Cümlesini bitirince durdu, yutkundu, derinden bir iç çekti, gözleri dalıp gitti. Buluşma anını hatırladı. Ne kadar mutlu olduğunu anımsadı.

Gözleri o günki gibi parlıyordu. Bazen olur ya insan aynı hisleri, aynı duyguları tekrar yaşamak ister, gözlerini kapar, hatırlamaya çalışır ya, o anı, o günü yeniden canlandırır ya zihninde. Onun gibiydi Sona Hanım da. Kendisini hikayesine kaptırmış, konuştukça dalıp dalıp gidiyor, duygudan duyguya giriyordu. Yüzündeki sevinç pırıltıları gitti, gerçek aleme dönünce:

"Ben salak, ne kadar sevinmiştim bilyor musun? Bağırmak, herkese ilan etmek istiyordum.

"Babam geldi, babam geldi." diye.

"Ah annem, zavallı annem, babamı hapiste sanırken meģerse evlenmiş, üstüne ustlük bu yıllarda dört de çocuk yapmış." deyip derinden bir iç çekti. Annesinin geçirdiği hisleri anlayıp anlamadığımı ölçercesine gözlerime baktı bir süre ve devam etti.

"Olanları duyduğunda nasıl yıkıldı biliyor musun?"

Dayanamayıp sordum:

"Anlıyorum. Onu bu kadar severken büyük bir yıkım olmuştur anneniz için. değil mi? Peki, onu affetti mi?"

" Büyük bir sevgiyle sevmiş olmasına karşın onu bağışlamadı. Babam kendisini affettirmek için çok çalıştı ama annem bağışlamadı. O da bir kaç yıl sonra yeniden gitti zaten. Geride bırakıp geldiği karısına ve çocuklarına döndü. Önceleri anneme kızdım belki affederse gitmezdi diye fakat şimdi başka türlü düşünüyorum. Affetseydi yine gidecekti ve üstelik bu gidişiyle ardında daha büyük enkaz bırakarak. En azından annem haklı çıktı, kırılan gururu daha fazla incinmedi. Şimdi ne yaptı ki katil diyorum, diyorsundur, içinden. Anneni bırakmış, başkasıyla evlenmiş olabilir, diyeceksin, o senin baban, seni seviyor, diyeceksin. Konuştukça sinirleniyordu.

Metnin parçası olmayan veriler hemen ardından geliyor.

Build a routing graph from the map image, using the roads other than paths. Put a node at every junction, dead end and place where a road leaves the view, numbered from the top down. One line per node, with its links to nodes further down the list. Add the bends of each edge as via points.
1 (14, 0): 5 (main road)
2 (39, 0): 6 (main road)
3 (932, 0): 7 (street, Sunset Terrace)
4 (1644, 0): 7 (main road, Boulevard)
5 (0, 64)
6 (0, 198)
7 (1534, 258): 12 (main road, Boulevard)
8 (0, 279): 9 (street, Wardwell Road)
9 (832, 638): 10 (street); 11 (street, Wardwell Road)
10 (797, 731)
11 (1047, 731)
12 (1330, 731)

"Evet bana da öyle söylediler. Hatta annem ' babamla benim meselem başka, o senin baban ' dedi ve ben de affettim, affetmeyip ne yapacaktım. Bunca yıl hasret kalmışım, gelmiş, beni sevdiğini, beni ne kadar özlediğini söylüyor. Başına bir iş geldiğini o yüzden gelemediğini söylüyor, ne yapsaydım? Sen olsan ne yapardın?

Cevap vermedim tabii çünkü kendisi cevpladı sorusunu .

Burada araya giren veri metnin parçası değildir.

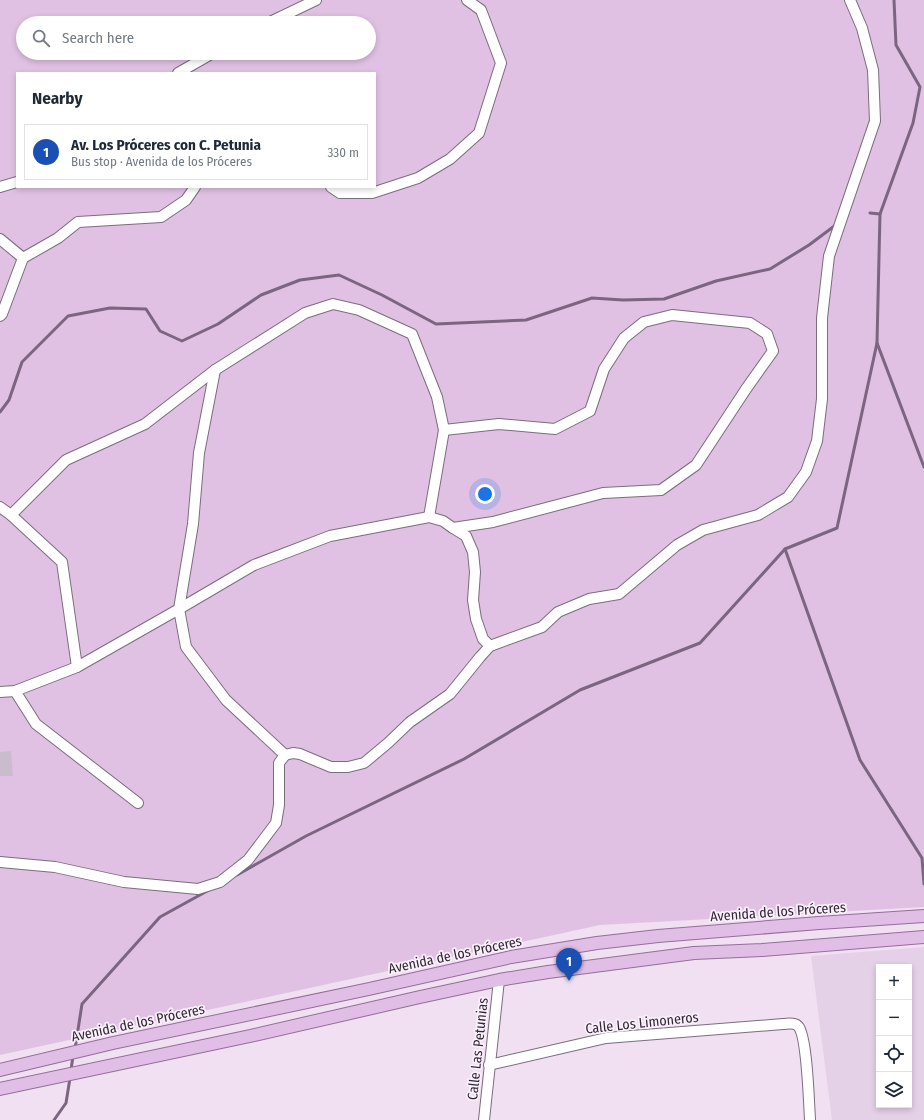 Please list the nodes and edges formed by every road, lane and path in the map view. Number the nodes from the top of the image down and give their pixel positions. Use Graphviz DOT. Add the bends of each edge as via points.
graph roads {
  1 [pos="316,0"];
  2 [pos="467,0"];
  3 [pos="850,0"];
  4 [pos="283,16"];
  5 [pos="201,60"];
  6 [pos="180,72"];
  7 [pos="16,182"];
  8 [pos="0,187"];
  9 [pos="194,188"];
  10 [pos="332,188"];
  11 [pos="0,239"];
  12 [pos="23,258"];
  13 [pos="0,316"];
  14 [pos="215,370"];
  15 [pos="444,430"];
  16 [pos="0,507"];
  17 [pos="11,515"];
  18 [pos="429,517"];
  19 [pos="454,528"];
  20 [pos="179,609"];
  21 [pos="490,646"];
  22 [pos="77,667"];
  23 [pos="15,691"];
  24 [pos="0,692"];
  25 [pos="284,755"];
  26 [pos="138,804"];
  27 [pos="0,862"];
  28 [pos="924,916"];
  29 [pos="924,937"];
  30 [pos="499,980"];
  31 [pos="489,1065"];
  32 [pos="0,1070"];
  33 [pos="0,1089"];
  34 [pos="484,1120"];
  35 [pos="810,1120"];
  1 -- 4 [label="street"];
  2 -- 10 [label="street" via="481,10 501,63 480,133 450,159 418,178 372,193 340,193"];
  3 -- 21 [label="street" via="862,28 873,70 875,121 829,256 822,318 822,399 817,441 806,472 788,497 758,515 703,530 677,545 619,594 583,601 558,612 542,627"];
  5 -- 6 [label="street"];
  7 -- 8 [label="street"];
  9 -- 12 [label="street" via="186,200 161,217 78,222 58,238"];
  11 -- 12 [label="street"];
  12 -- 13 [label="street"];
  14 -- 15 [label="street" via="305,313 333,304 360,310 412,334 437,397"];
  14 -- 17 [label="street" via="145,424 66,460"];
  14 -- 20 [label="street" via="199,453 193,524"];
  15 -- 18 [label="street"];
  15 -- 19 [label="street" via="499,424 555,429 590,411 604,369 624,338 644,322 672,315 750,323 767,334 774,350 696,465 661,490 603,493 493,522"];
  16 -- 17 [label="street"];
  17 -- 22 [label="street" via="62,562"];
  18 -- 19 [label="street"];
  18 -- 20 [label="street" via="330,536 254,565"];
  19 -- 21 [label="street" via="466,536 473,552 473,600 476,619 483,639"];
  20 -- 22 [label="street"];
  20 -- 25 [label="street" via="186,647 226,700"];
  21 -- 25 [label="street" via="450,694 410,722 364,763 348,767 330,767 300,754"];
  22 -- 23 [label="street"];
  23 -- 24 [label="street"];
  23 -- 26 [label="street" via="36,724"];
  25 -- 27 [label="street" via="279,763 279,805 276,823 248,860 220,882 198,889 124,882 55,867"];
  28 -- 32 [label="main road, Avenida de los Próceres" via="658,936 511,957"];
  29 -- 30 [label="main road" via="694,953"];
  30 -- 31 [label="street, Calle Las Petunias"];
  30 -- 33 [label="main road"];
  31 -- 34 [label="street, Calle Las Petunias"];
  31 -- 35 [label="street, Calle Los Limoneros" via="606,1038 795,1024 799,1027 804,1040"];
}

Biliyor musun, geçmişin senin doğmandır. Ondan kalan her şey de sana doğmadır haliyle. O yüzdendir kaybettiğin geçmişini bulduğunda çocuk gibi sevindiğin. Ondandır giden ve bir daha dönmeyecek olan gençliğine bu kadar üzüldüğün. Babam da benim, geçmişimdi. Gelişiyle kaybettiğim çocukluğumu geri getirmişti.

Belki de İnanmak istedim, belki de benim de herkes gibi babam olsun istedim. Keşke affetmeseydim, 'git' deseydim, 'konuşmayacağım' deseydim seninle. Belki o zaman..." dedi ve bir süre böyle sessiz sessiz oturdu. Aramızda oluşan süküt rüzgarı ikimizi de etkilemişti. Bir kaç dakika konuşmadan durduk. "Rüzgar"ın etkisi geçtikten sonra dayanamayıp sordum.